The node identifies main content using common HTML patterns like <main>, <article>, and standard content container classes, then removes hidden elements, scripts, styles, and other non-content tags before extracting text. The extraction process handles multiple URLs concurrently using thread pools, with configurable timeouts to prevent hanging on slow or unresponsive websites. Failed requests are logged but don't stop processing of other URLs.

The output maintains the same structure as the input search results, with each result item's content field populated with the extracted text. Content is automatically cleaned by collapsing excessive whitespace, normalizing line breaks, and truncating to a configurable maximum length.

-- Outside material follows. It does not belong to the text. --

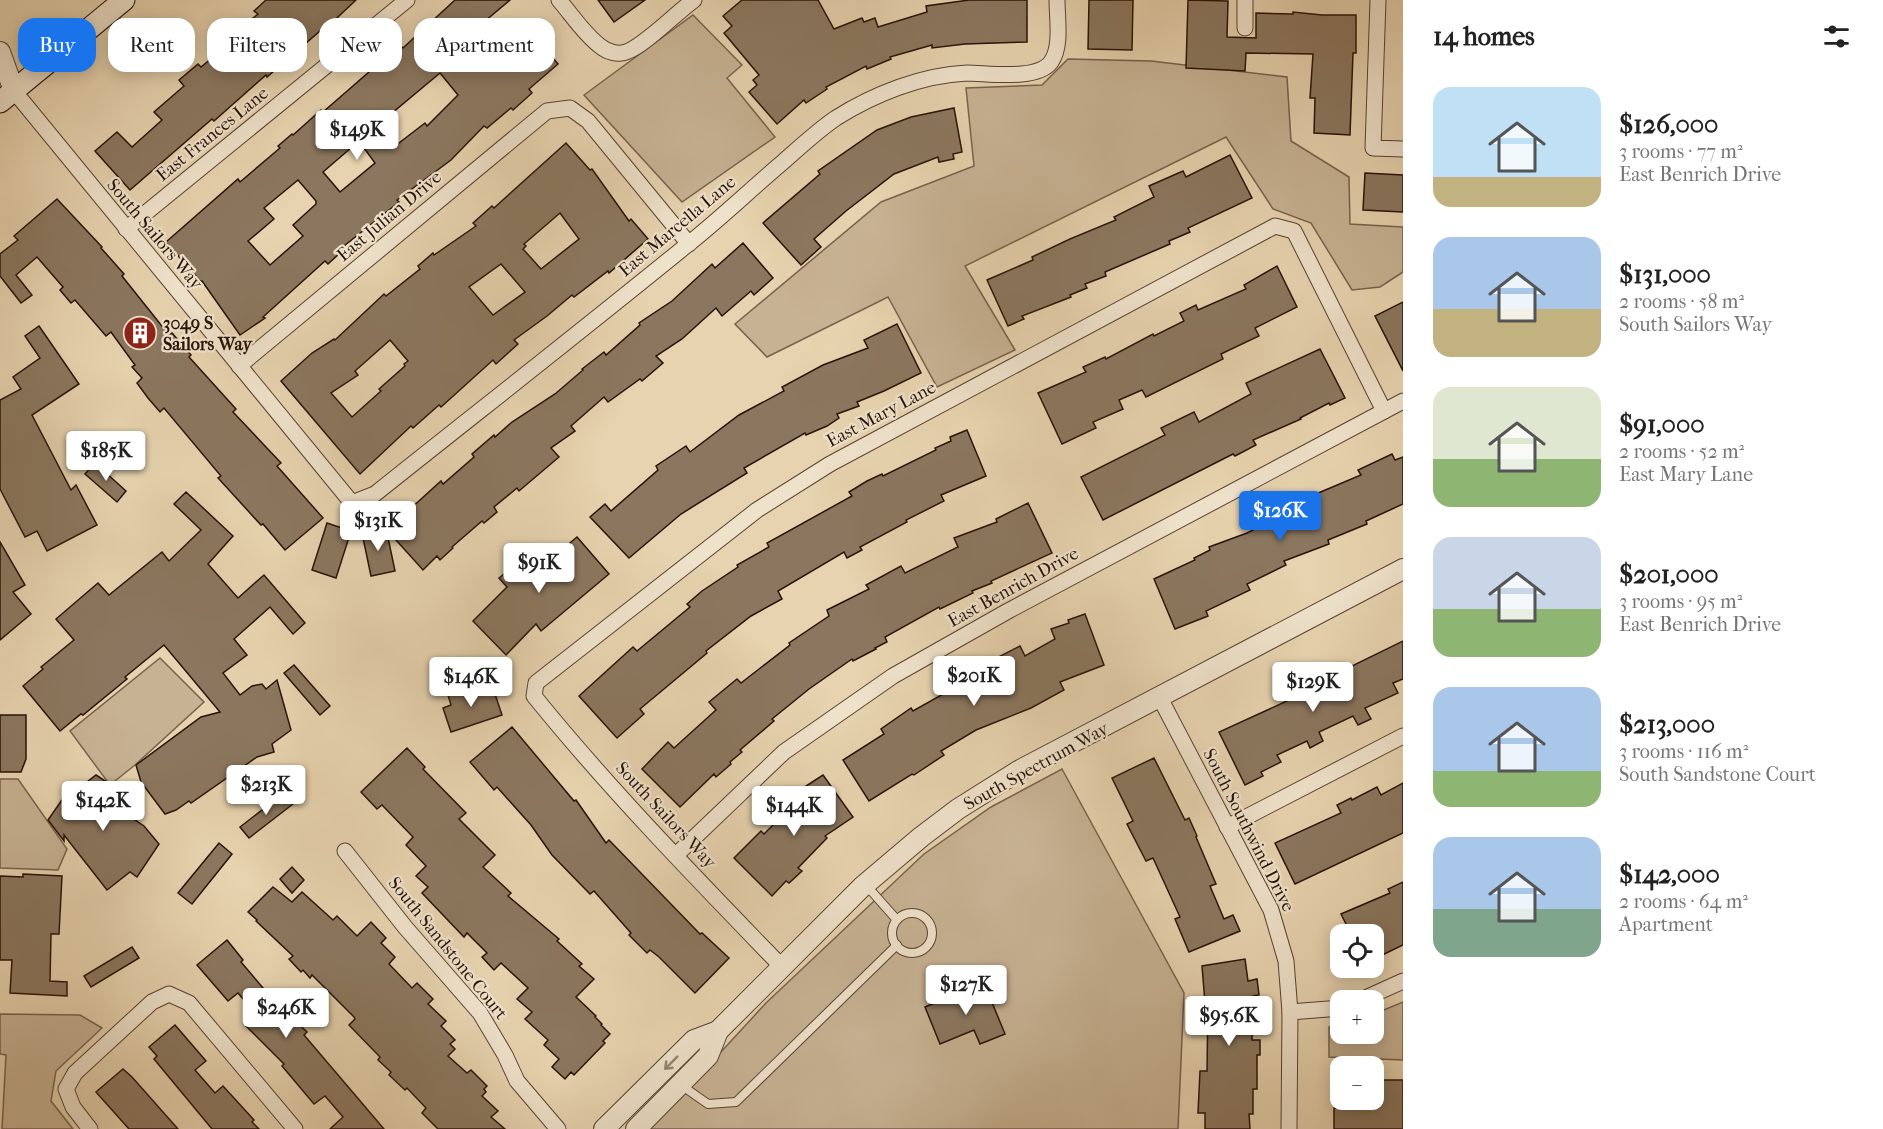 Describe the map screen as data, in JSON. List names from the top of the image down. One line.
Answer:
{"streets":{"street":["East Frances Lane","East Julian Drive","East Marcella Lane","South Sailors Way","East Mary Lane","East Benrich Drive","South Spectrum Way","South Southwind Drive","South Sandstone Court"]},"crossings":[["East Frances Lane","South Sailors Way"],["East Julian Drive","East Marcella Lane"],["East Julian Drive","South Sailors Way"],["East Marcella Lane","South Sailors Way"],["South Sailors Way","East Mary Lane"],["South Sailors Way","East Benrich Drive"],["South Sailors Way","South Spectrum Way"],["East Mary Lane","East Benrich Drive"],["South Spectrum Way","South Southwind Drive"]],"places":{"building":["3049 S Sailors Way"]},"page":{"heading":"14 homes","chip":["Buy","Rent","Filters","New","Apartment"],"list":[{"name":"$126,000","note":"3 rooms · 77 m² · East Benrich Drive"},{"name":"$131,000","note":"2 rooms · 58 m² · South Sailors Way"},{"name":"$91,000","note":"2 rooms · 52 m² · East Mary Lane"},{"name":"$201,000","note":"3 rooms · 95 m² · East Benrich Drive"},{"name":"$213,000","note":"3 rooms · 116 m² · South Sandstone Court"},{"name":"$142,000","note":"2 rooms · 64 m² · Apartment"}],"price":["$149K","$185K","$126K","$131K","$91K","$201K","$146K","$129K","$213K","$142K","$144K","$127K","$246K","$95.6K"],"map_buttons":["+","−"]}}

The node preserves the original title, URL, snippet, and index from search results while adding the full extracted content.

Configuration Parameters

Input Field

Input Field (Text, Required): Workflow variable containing search results in WebSearchResponse format.

The input must be an object containing a query field (string) and a results array where each result has title (string), url (string), snippet (string), and optional index (number) and content (string) fields.

Example input structure:

{
"query": "artificial intelligence",
"results": [
{"title": "AI Overview", "url": "https://example.com/ai", "snippet": "Brief description", "index": 1}
],
"total_results": 1
}

Output Field

Output Field (Text, Required): Workflow variable where enriched search results are stored.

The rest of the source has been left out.